Find the string "links" in the listing below and return each line it appears in.

*DATA PROVIDED*.
- - -
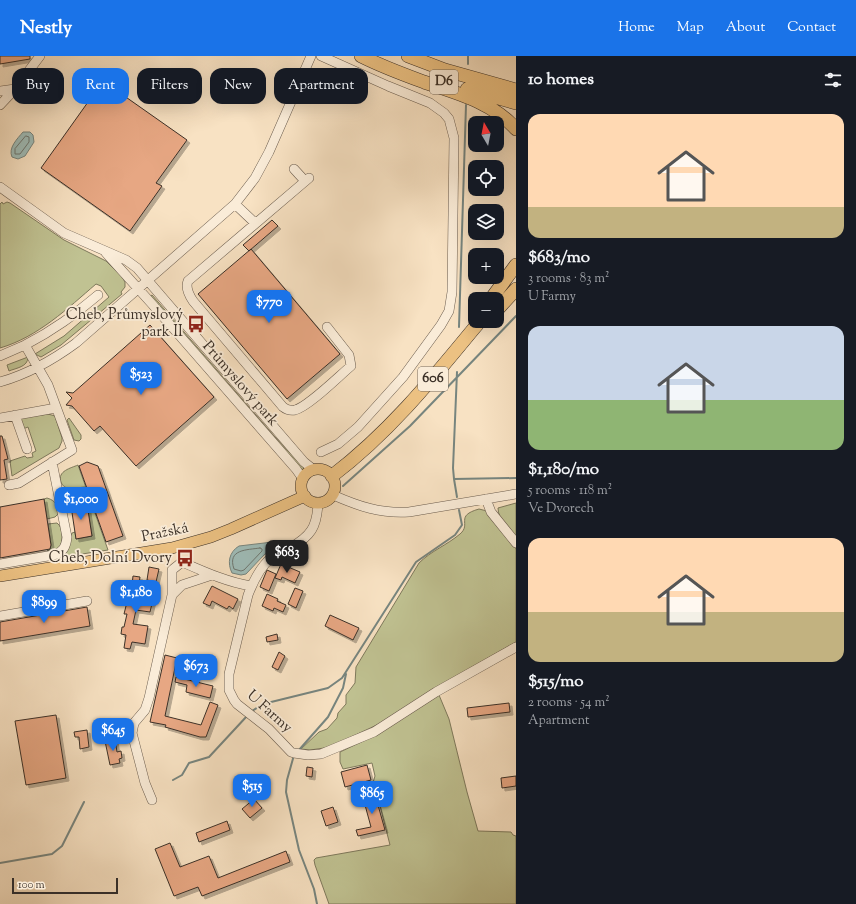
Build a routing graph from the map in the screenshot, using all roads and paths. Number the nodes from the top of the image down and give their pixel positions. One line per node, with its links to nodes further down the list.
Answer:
- - -
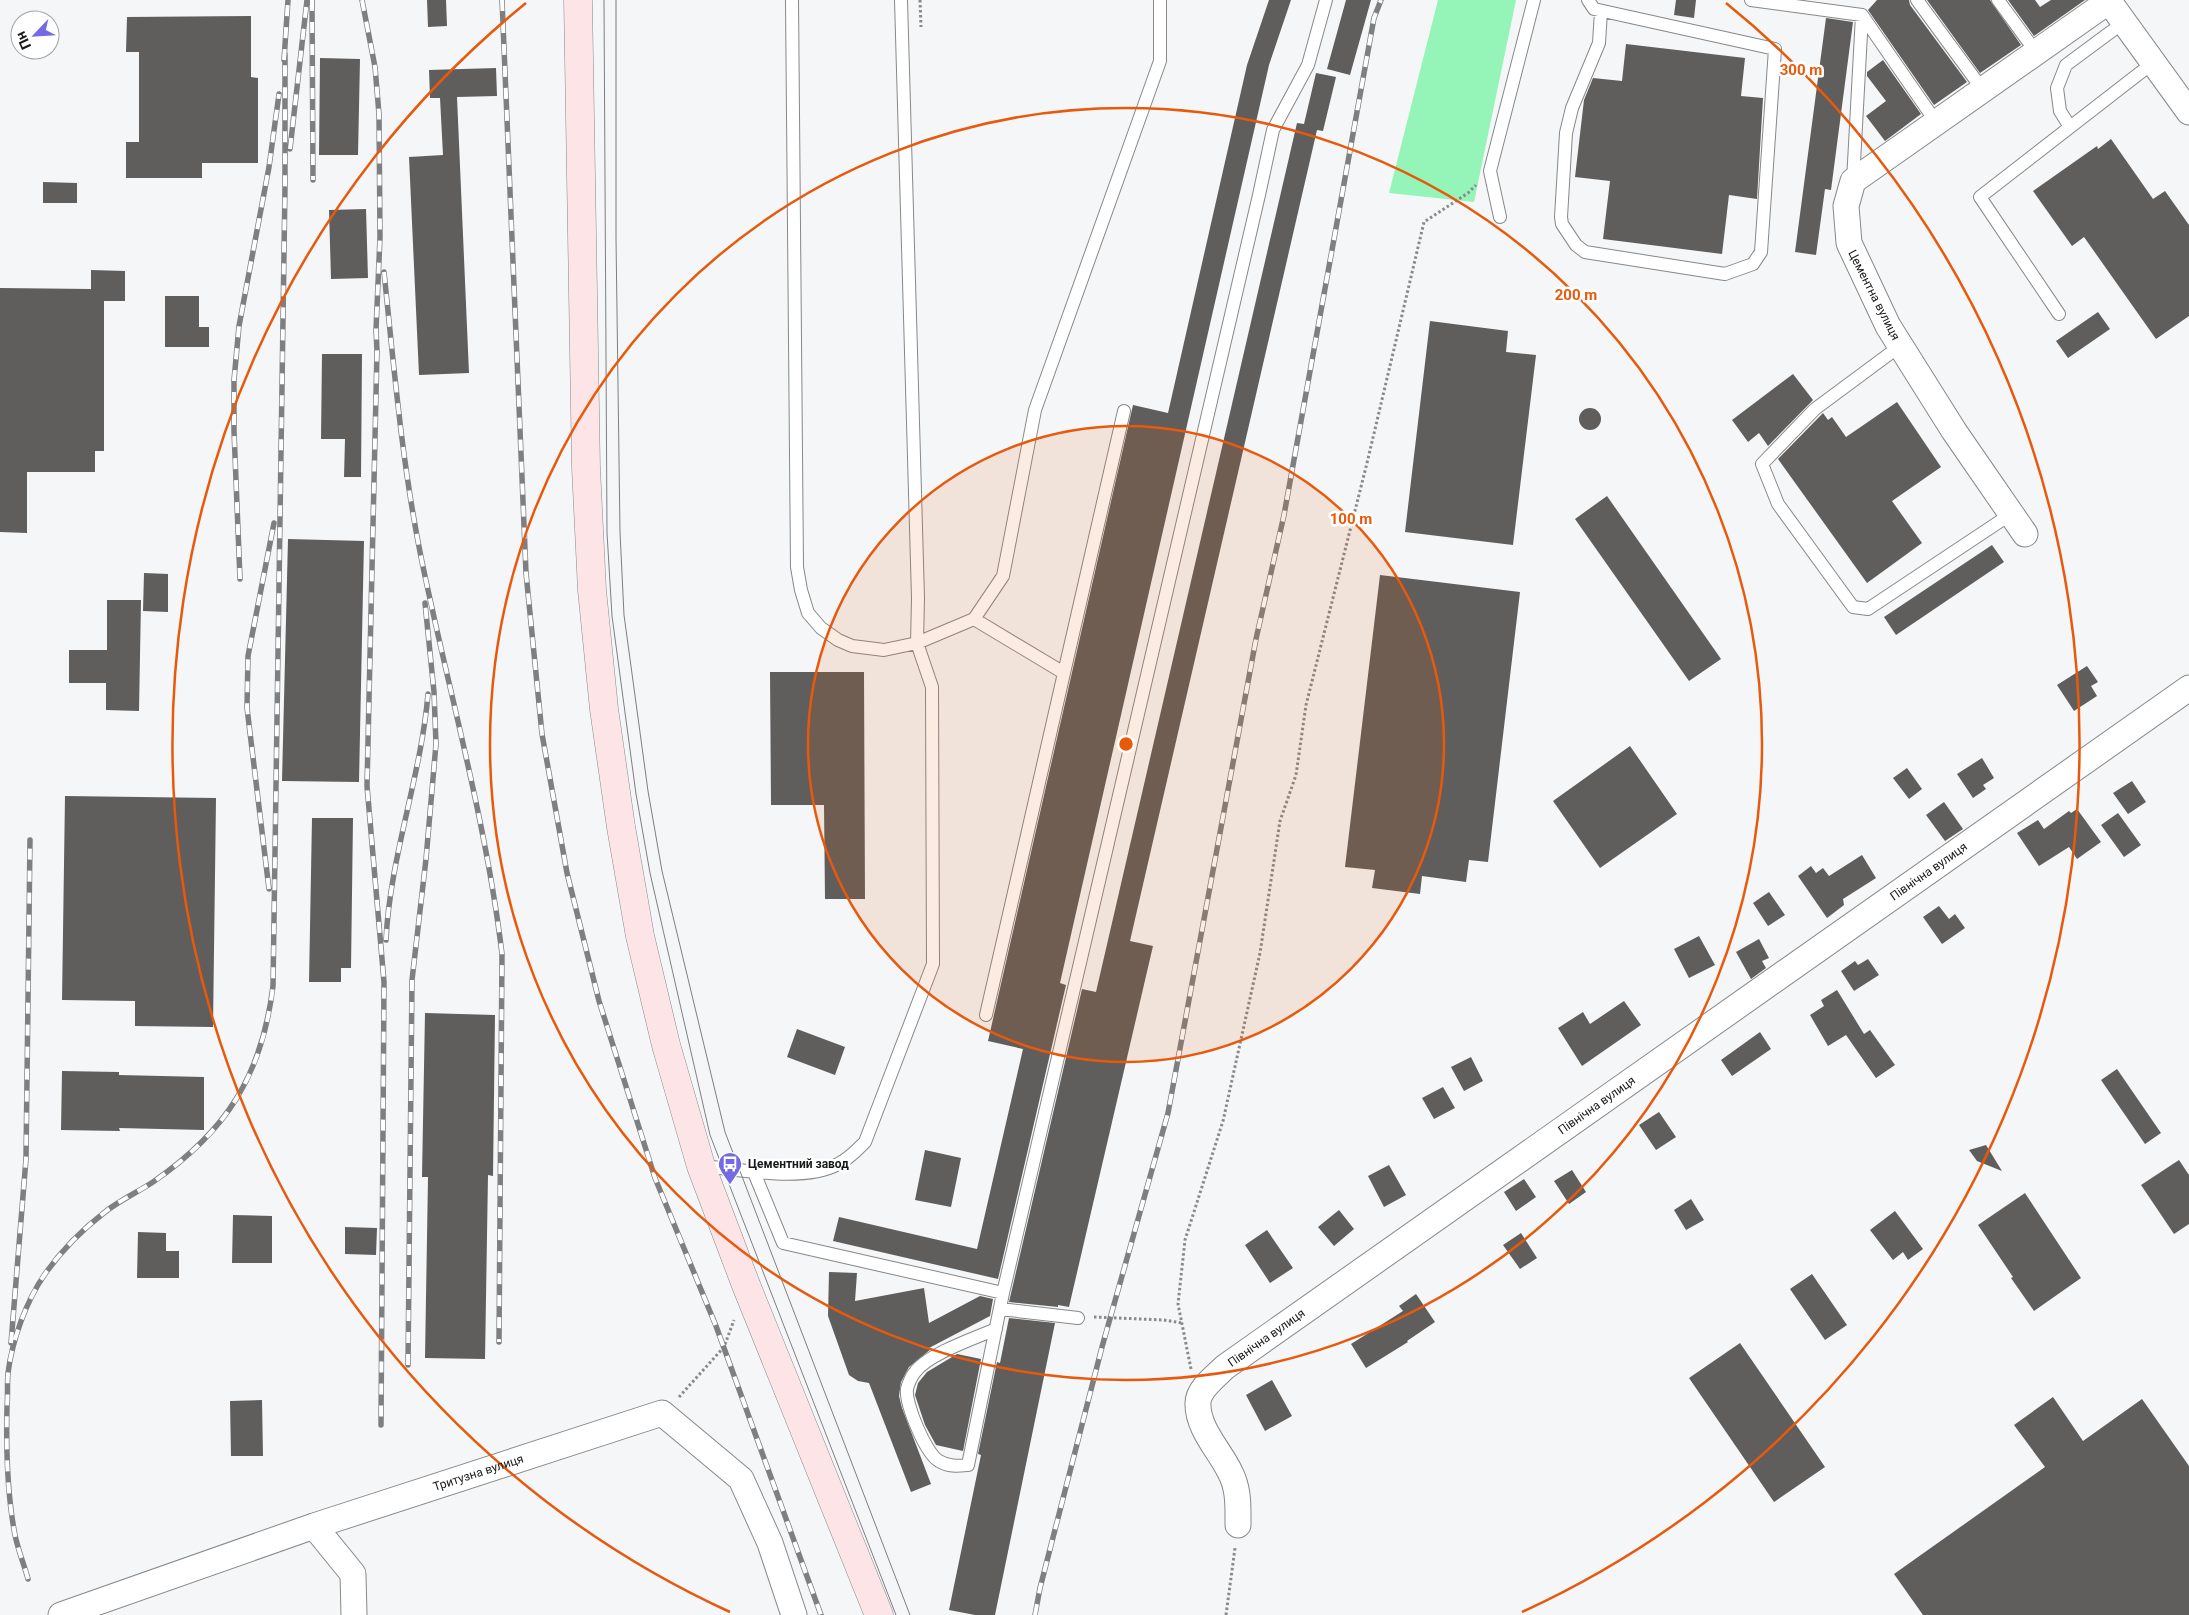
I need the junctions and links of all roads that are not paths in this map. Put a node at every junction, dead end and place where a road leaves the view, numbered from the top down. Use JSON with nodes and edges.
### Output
- - -
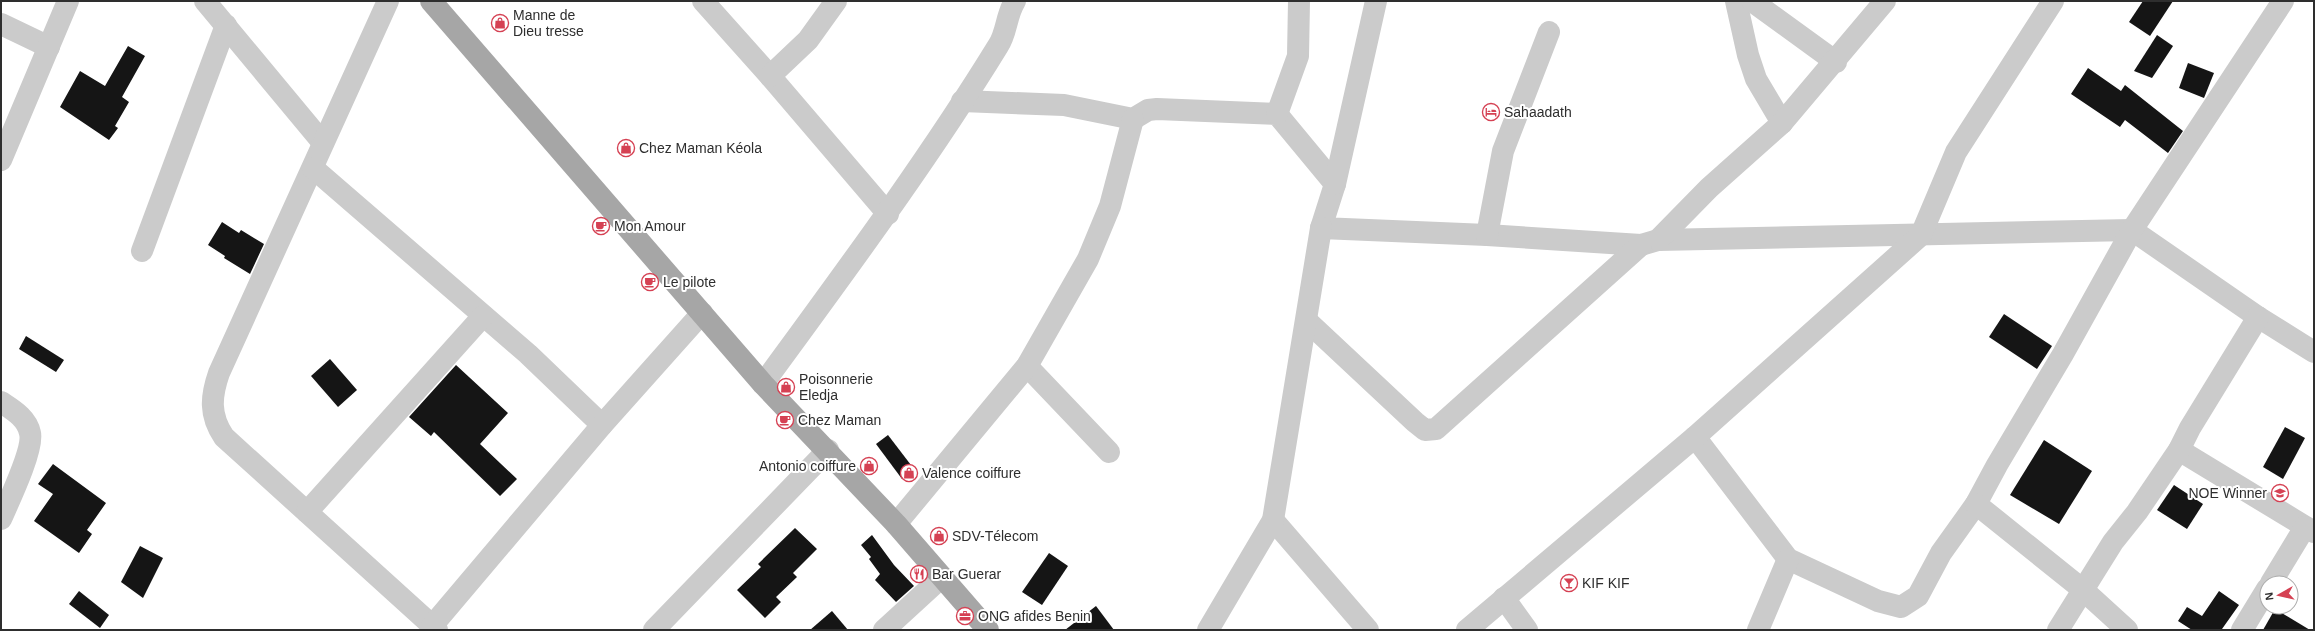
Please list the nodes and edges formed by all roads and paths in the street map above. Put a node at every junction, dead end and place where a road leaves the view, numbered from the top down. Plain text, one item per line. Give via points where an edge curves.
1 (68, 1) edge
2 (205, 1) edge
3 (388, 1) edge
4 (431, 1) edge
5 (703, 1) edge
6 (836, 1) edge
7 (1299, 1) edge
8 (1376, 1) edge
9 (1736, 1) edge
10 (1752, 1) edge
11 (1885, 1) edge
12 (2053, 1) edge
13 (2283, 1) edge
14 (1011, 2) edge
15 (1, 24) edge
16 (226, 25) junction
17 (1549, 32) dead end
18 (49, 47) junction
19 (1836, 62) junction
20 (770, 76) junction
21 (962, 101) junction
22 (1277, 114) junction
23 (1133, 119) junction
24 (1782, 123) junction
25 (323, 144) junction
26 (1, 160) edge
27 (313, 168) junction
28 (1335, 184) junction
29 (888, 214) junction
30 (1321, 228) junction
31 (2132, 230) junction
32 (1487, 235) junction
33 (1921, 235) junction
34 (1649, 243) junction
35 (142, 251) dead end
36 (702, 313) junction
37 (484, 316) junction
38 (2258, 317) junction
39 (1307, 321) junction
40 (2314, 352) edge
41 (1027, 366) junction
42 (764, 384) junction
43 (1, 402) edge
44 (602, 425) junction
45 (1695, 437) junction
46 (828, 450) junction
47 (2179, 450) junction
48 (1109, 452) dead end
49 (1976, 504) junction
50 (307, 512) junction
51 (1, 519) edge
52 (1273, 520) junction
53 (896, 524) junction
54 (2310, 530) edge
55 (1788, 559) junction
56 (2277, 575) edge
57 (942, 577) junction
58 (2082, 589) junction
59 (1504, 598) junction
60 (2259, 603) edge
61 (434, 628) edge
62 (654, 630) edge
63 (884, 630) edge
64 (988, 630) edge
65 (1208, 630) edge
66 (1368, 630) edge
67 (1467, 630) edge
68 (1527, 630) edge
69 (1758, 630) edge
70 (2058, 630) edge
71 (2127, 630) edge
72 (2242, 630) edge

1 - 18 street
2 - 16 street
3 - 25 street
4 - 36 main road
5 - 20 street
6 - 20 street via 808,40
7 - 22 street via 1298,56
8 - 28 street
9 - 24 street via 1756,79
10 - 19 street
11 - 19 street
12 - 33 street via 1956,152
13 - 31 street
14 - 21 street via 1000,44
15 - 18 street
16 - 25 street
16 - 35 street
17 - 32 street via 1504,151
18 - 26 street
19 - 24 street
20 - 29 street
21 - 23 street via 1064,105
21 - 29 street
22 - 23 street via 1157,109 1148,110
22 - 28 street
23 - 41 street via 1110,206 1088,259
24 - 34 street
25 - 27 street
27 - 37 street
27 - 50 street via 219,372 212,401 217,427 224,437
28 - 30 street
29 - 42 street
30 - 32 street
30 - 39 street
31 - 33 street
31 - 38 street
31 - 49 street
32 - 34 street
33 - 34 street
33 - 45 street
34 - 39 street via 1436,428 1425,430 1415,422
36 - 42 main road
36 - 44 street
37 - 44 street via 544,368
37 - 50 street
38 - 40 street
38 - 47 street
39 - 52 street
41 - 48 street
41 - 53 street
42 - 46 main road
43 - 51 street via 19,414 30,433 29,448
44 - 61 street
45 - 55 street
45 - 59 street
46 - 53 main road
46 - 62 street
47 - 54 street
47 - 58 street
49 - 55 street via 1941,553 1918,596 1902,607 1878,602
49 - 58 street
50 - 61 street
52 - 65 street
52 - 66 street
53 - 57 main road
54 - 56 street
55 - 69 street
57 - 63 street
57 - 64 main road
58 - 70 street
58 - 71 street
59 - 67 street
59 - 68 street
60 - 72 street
- - -
*SOLUTION TO THIS EXERCISE*.
Build a routing graph from the map in the screenshot, using all roads and paths. Number the nodes from the top of the image down and give their pixel positions. One line per node, with its links to nodes further down the list.
I need the junctions and links of all roads that are not paths in this map. Put a node at every junction, dead end and place where a road leaves the view, numbered from the top down. Use JSON with nodes and edges.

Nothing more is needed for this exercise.